**What you need to do:** In the data below, find every line with the word "Nodes" and copy it out.

**Source data:**
*** Block opens ***
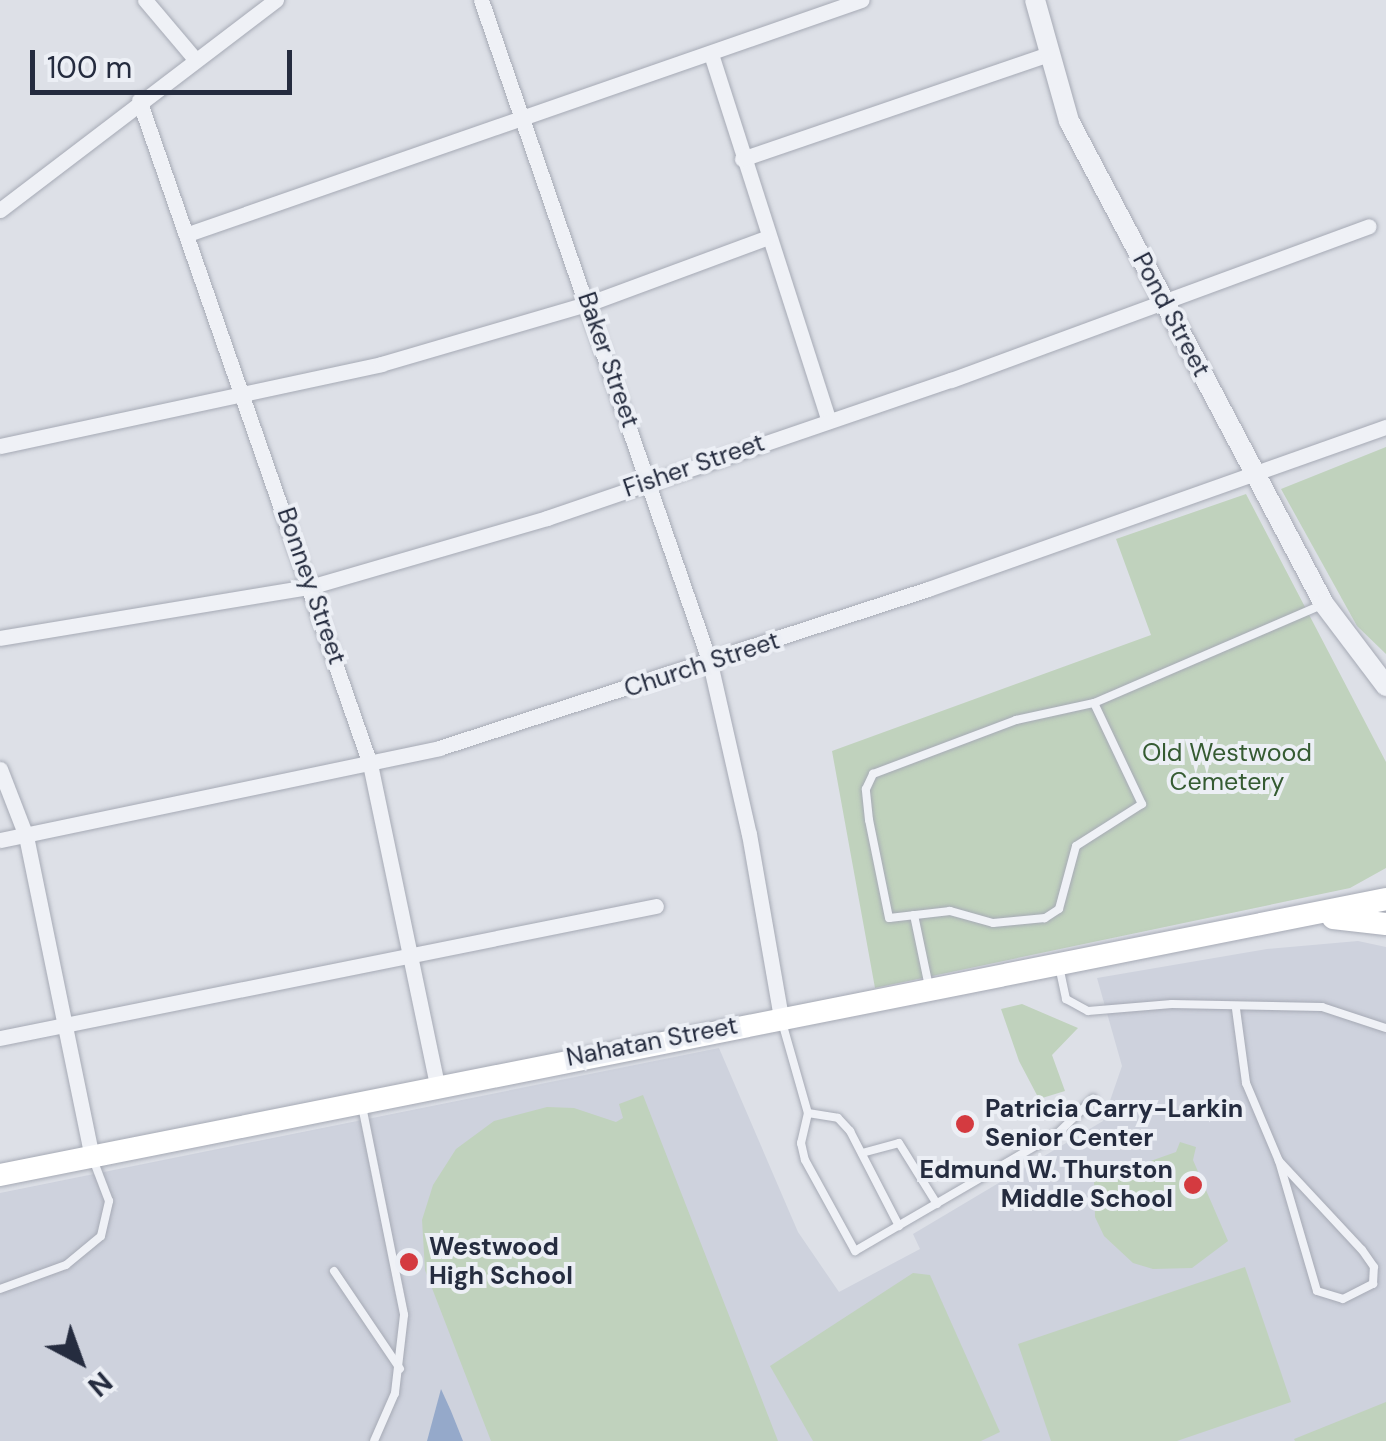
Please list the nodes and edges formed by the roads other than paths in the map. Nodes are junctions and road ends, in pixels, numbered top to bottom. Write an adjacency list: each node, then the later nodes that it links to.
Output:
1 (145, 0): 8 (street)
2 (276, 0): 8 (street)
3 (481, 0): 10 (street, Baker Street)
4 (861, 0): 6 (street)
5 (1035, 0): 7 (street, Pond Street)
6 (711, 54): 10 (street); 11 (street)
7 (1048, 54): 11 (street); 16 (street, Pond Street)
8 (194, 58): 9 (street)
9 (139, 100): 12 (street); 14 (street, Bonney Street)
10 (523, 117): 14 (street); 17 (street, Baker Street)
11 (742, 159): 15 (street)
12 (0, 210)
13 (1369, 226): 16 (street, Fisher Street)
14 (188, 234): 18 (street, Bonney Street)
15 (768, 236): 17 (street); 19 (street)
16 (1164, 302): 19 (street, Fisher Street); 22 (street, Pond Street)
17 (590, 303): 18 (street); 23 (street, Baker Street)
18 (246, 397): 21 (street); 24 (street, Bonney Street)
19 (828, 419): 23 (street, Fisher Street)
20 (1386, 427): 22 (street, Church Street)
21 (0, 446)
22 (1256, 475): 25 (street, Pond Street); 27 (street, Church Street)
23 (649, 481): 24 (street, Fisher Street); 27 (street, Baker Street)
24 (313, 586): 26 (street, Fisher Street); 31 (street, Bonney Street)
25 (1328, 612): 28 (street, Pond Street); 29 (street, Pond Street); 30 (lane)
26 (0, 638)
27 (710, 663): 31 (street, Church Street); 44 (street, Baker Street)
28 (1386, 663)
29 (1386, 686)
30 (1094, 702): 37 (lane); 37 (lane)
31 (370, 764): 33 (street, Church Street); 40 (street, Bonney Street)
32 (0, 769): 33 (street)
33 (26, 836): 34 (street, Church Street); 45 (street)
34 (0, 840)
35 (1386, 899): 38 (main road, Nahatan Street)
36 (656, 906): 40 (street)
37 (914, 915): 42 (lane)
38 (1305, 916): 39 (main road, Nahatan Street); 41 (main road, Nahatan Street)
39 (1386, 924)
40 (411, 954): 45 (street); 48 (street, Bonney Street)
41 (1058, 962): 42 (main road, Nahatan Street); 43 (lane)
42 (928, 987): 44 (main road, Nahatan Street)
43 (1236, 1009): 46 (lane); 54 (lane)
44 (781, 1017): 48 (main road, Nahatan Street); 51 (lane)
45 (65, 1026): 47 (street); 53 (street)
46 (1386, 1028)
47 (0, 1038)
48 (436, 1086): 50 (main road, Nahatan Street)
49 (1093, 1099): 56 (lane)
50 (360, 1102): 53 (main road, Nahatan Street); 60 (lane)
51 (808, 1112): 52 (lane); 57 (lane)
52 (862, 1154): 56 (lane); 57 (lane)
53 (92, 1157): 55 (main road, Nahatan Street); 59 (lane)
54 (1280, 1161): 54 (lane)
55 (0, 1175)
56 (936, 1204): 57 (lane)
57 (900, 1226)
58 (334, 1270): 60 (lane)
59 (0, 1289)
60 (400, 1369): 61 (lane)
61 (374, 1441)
*** Block closes ***
*** Block opens ***
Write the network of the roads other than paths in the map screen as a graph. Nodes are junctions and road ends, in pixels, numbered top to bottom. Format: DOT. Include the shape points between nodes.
*** Block closes ***
**The completed task:**
Please list the nodes and edges formed by the roads other than paths in the map. Nodes are junctions and road ends, in pixels, numbered top to bottom. Write an adjacency list: each node, then the later nodes that it links to.
Write the network of the roads other than paths in the map screen as a graph. Nodes are junctions and road ends, in pixels, numbered top to bottom. Format: DOT. Include the shape points between nodes.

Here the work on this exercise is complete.